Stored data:
- Opening Delimiter -

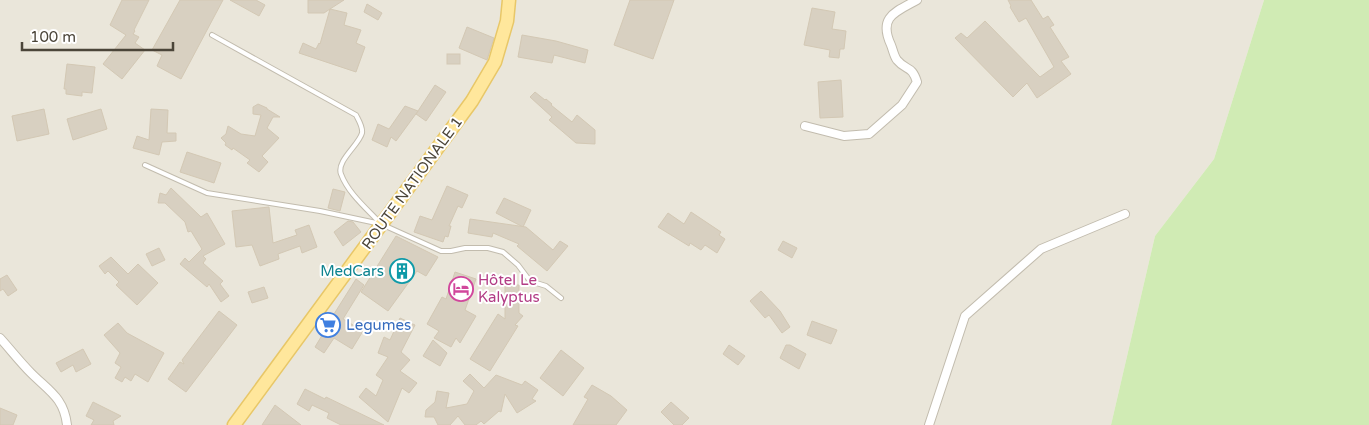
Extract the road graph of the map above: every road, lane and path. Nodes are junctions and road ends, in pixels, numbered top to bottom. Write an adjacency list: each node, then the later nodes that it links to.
1 (509, 0): 7 (main road, ROUTE NATIONALE 1)
2 (917, 0): 4 (street)
3 (212, 35): 7 (lane)
4 (805, 126)
5 (145, 165): 7 (lane)
6 (1125, 214): 12 (street)
7 (381, 224): 8 (lane); 11 (main road, ROUTE NATIONALE 1)
8 (561, 298)
9 (0, 338): 10 (street)
10 (67, 425)
11 (234, 425)
12 (929, 425)

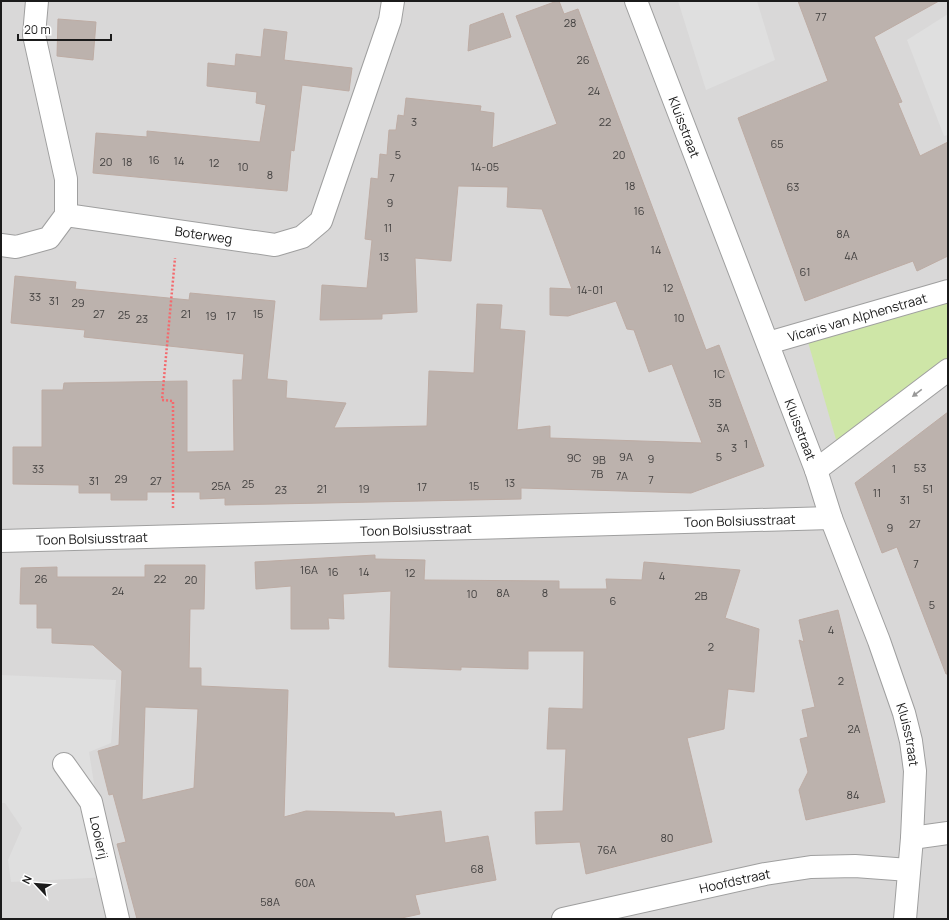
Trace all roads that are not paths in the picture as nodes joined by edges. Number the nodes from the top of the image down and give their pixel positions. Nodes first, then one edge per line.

- Closing Delimiter -

» **Work request**:
Except for the pictures, set down each line of the records exactly as it appears.

» **Answer section**:
Extract the road graph of the map above: every road, lane and path. Nodes are junctions and road ends, in pixels, numbered top to bottom. Write an adjacency list: each node, then the later nodes that it links to.
1 (509, 0): 7 (main road, ROUTE NATIONALE 1)
2 (917, 0): 4 (street)
3 (212, 35): 7 (lane)
4 (805, 126)
5 (145, 165): 7 (lane)
6 (1125, 214): 12 (street)
7 (381, 224): 8 (lane); 11 (main road, ROUTE NATIONALE 1)
8 (561, 298)
9 (0, 338): 10 (street)
10 (67, 425)
11 (234, 425)
12 (929, 425)

Trace all roads that are not paths in the picture as nodes joined by edges. Number the nodes from the top of the image down and give their pixel positions. Nodes first, then one edge per line.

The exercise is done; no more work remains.